- **Recorded information**:
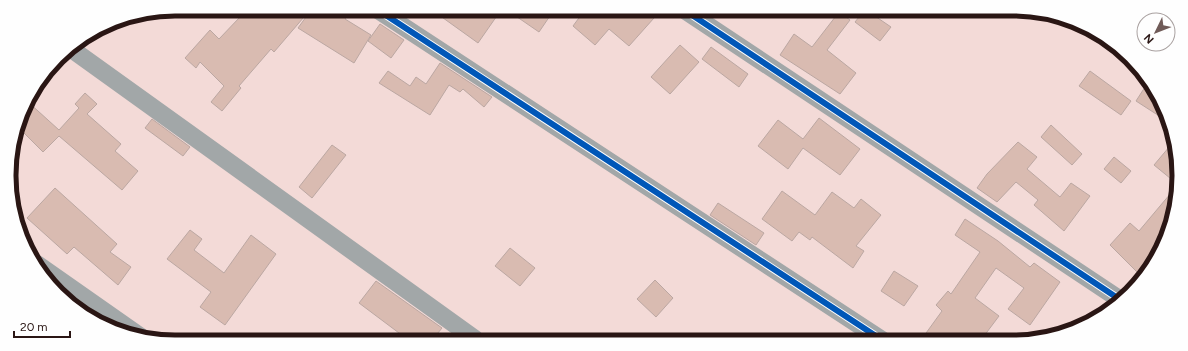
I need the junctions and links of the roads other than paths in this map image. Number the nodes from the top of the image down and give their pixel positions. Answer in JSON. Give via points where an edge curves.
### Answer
{"nodes":[{"id":1,"x":387,"y":16,"type":"edge"},
{"id":2,"x":694,"y":16,"type":"edge"},
{"id":3,"x":75,"y":52,"type":"edge"},
{"id":4,"x":48,"y":272,"type":"edge"},
{"id":5,"x":1116,"y":297,"type":"edge"},
{"id":6,"x":129,"y":329,"type":"edge"},
{"id":7,"x":469,"y":335,"type":"edge"},
{"id":8,"x":874,"y":335,"type":"edge"}],
"edges":[{"from":1,"to":8,"type":"street"},
{"from":2,"to":5,"type":"street"},
{"from":3,"to":7,"type":"street"},
{"from":4,"to":6,"type":"street"}]}
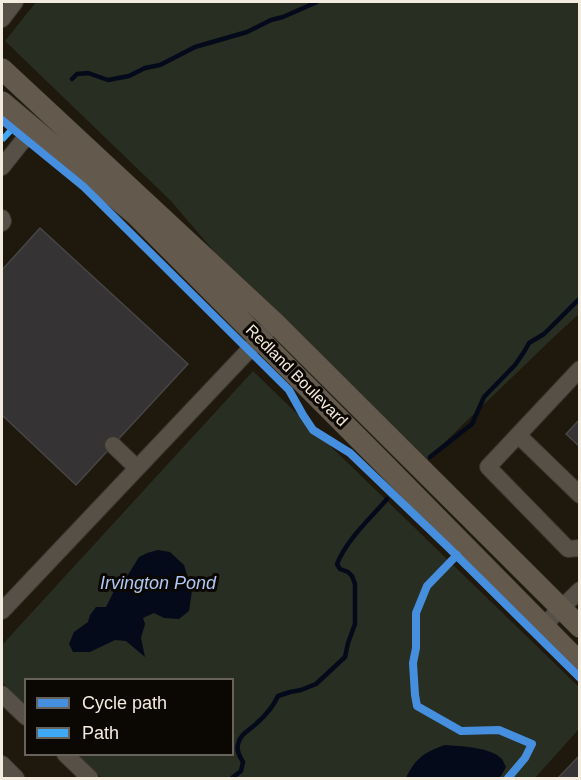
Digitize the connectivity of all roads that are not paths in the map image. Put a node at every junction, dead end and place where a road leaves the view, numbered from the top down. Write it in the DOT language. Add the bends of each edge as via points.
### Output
graph roads {
  1 [pos="15,2"];
  2 [pos="2,19"];
  3 [pos="2,69"];
  4 [pos="2,102"];
  5 [pos="33,128"];
  6 [pos="2,167"];
  7 [pos="2,218"];
  8 [pos="2,223"];
  9 [pos="276,322"];
  10 [pos="259,338"];
  11 [pos="579,369"];
  12 [pos="518,435"];
  13 [pos="113,445"];
  14 [pos="137,468"];
  15 [pos="579,495"];
  16 [pos="579,548"];
  17 [pos="579,590"];
  18 [pos="561,608"];
  19 [pos="2,611"];
  20 [pos="543,626"];
  21 [pos="579,627"];
  22 [pos="579,663"];
  23 [pos="2,694"];
  24 [pos="24,715"];
  25 [pos="67,756"];
  26 [pos="2,764"];
  27 [pos="16,778"];
  28 [pos="90,778"];
  1 -- 2 [label="street"];
  3 -- 9 [label="main road, Redland Boulevard"];
  4 -- 5 [label="main road, Redland Boulevard"];
  5 -- 6 [label="street"];
  5 -- 10 [label="main road, Redland Boulevard" via="136,215"];
  7 -- 8 [label="street"];
  9 -- 10 [label="street"];
  9 -- 18 [label="main road, Redland Boulevard"];
  10 -- 14 [label="street"];
  10 -- 20 [label="main road, Redland Boulevard"];
  11 -- 12 [label="street"];
  12 -- 15 [label="street"];
  12 -- 16 [label="street" via="488,467 568,549"];
  13 -- 14 [label="street"];
  14 -- 19 [label="street"];
  17 -- 18 [label="street"];
  18 -- 20 [label="street"];
  18 -- 21 [label="main road, Redland Boulevard"];
  20 -- 22 [label="main road, Redland Boulevard"];
  23 -- 24 [label="street"];
  25 -- 28 [label="street"];
  26 -- 27 [label="street"];
}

- **What to do**: Go over the data and return every line that includes the word "paths".

- **Answer space**:
I need the junctions and links of the roads other than paths in this map image. Number the nodes from the top of the image down and give their pixel positions. Answer in JSON. Give via points where an edge curves.
Digitize the connectivity of all roads that are not paths in the map image. Put a node at every junction, dead end and place where a road leaves the view, numbered from the top down. Write it in the DOT language. Add the bends of each edge as via points.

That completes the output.